**What to produce**
Collect from the data below each line with "street".

-------- Dataset content

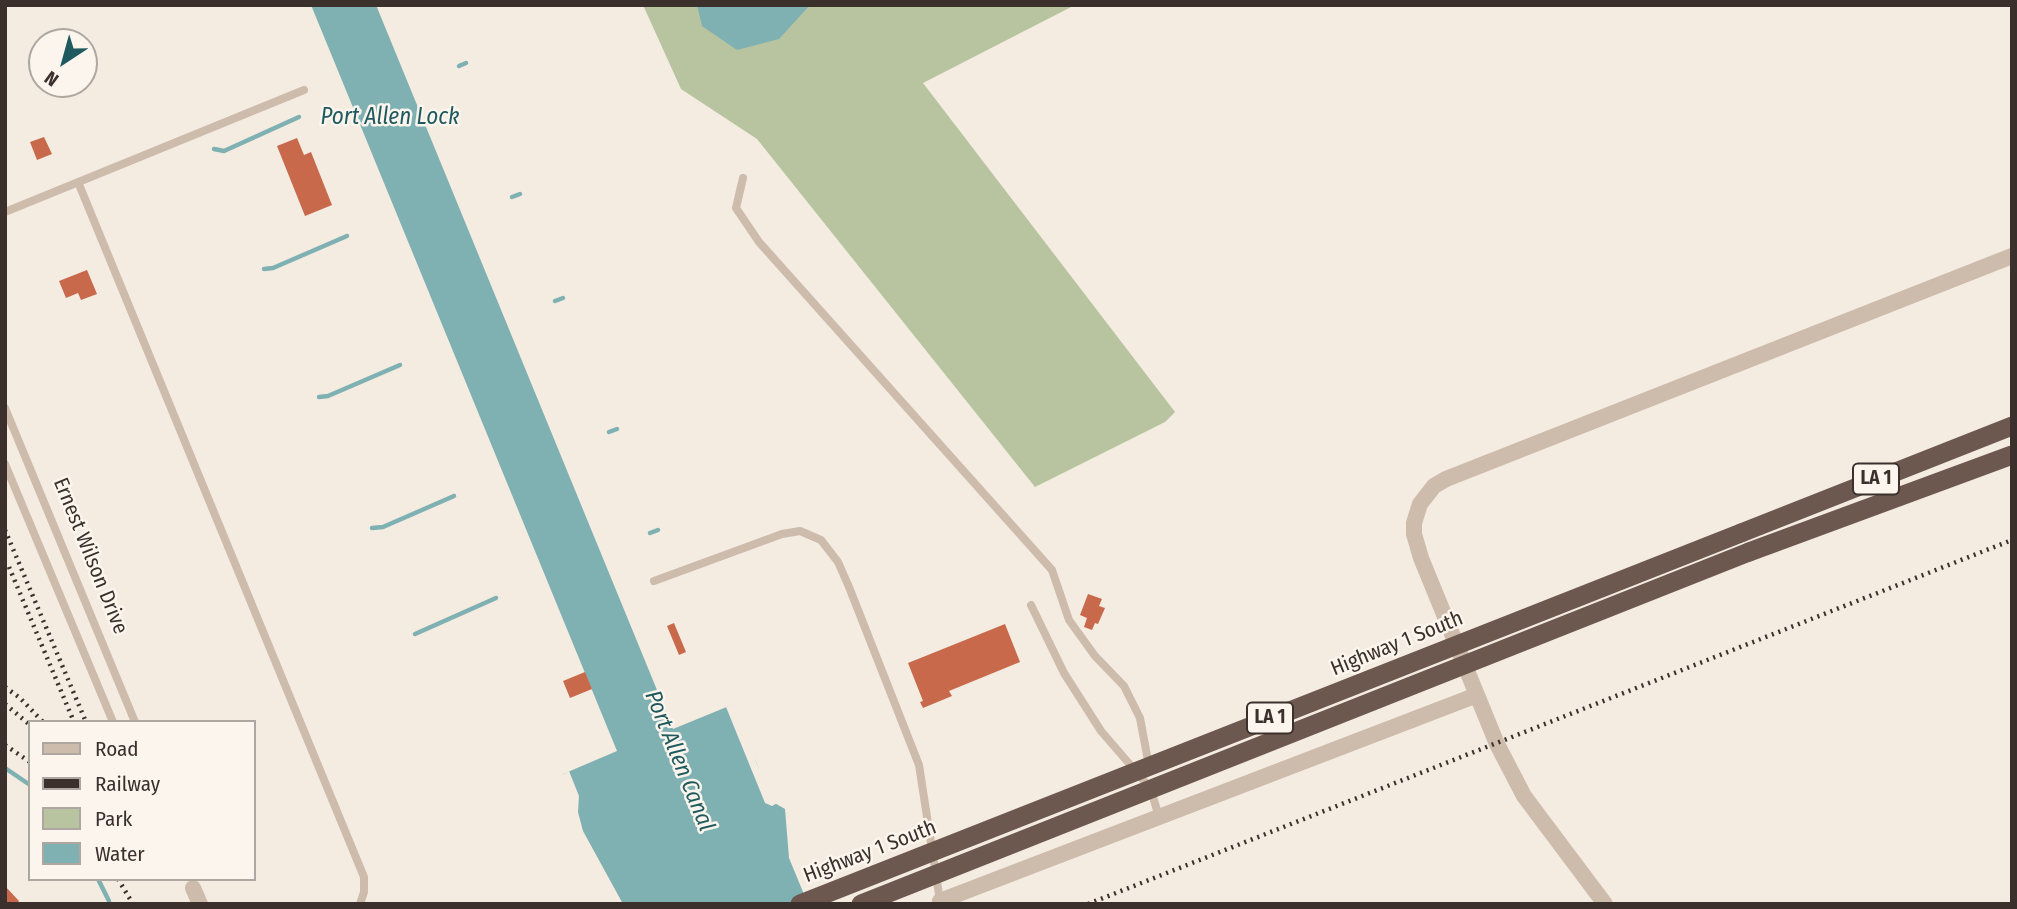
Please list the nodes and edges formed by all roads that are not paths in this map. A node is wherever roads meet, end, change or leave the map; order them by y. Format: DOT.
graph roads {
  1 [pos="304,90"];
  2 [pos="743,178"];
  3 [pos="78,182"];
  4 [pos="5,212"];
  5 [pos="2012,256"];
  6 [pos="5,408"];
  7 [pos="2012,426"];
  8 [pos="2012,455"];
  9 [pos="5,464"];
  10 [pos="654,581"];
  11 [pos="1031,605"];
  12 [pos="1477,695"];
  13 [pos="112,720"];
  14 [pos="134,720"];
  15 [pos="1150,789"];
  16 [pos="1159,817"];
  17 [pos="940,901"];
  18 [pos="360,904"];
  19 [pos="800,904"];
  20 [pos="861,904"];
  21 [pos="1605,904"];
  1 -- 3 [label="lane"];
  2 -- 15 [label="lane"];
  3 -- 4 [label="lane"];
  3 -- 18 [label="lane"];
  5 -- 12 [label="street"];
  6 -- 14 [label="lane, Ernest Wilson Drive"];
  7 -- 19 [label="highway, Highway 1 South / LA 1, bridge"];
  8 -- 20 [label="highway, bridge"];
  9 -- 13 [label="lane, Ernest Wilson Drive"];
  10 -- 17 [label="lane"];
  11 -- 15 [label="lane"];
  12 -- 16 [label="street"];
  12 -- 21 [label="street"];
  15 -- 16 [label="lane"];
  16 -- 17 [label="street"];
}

----------------

**Response to the task**
  5 -- 12 [label="street"];
  12 -- 16 [label="street"];
  12 -- 21 [label="street"];
  16 -- 17 [label="street"];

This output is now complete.